PROBLEM DETAILS
Every line containing the string "thumb" is to be copied from the records.

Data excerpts
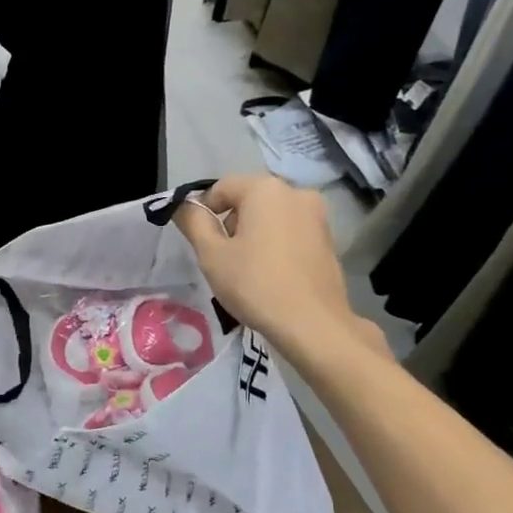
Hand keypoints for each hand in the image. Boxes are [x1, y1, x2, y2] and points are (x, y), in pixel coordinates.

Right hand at [174, 174, 362, 353]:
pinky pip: (291, 232)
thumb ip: (194, 223)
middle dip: (231, 222)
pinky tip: (271, 275)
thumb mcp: (212, 254)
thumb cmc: (255, 284)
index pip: (222, 187)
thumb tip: (184, 206)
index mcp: (265, 189)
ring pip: (271, 216)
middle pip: (249, 199)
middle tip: (222, 258)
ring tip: (246, 269)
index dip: (203, 210)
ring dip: (253, 234)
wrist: (312, 324)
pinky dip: (276, 245)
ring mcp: (317, 216)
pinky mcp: (328, 239)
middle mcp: (296, 192)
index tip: (198, 240)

COMPLETED EXERCISE
thumb ip: (194, 223)
thumb mcp: (212, 254)
thumb cmc: (255, 284)
thumb tip: (184, 206)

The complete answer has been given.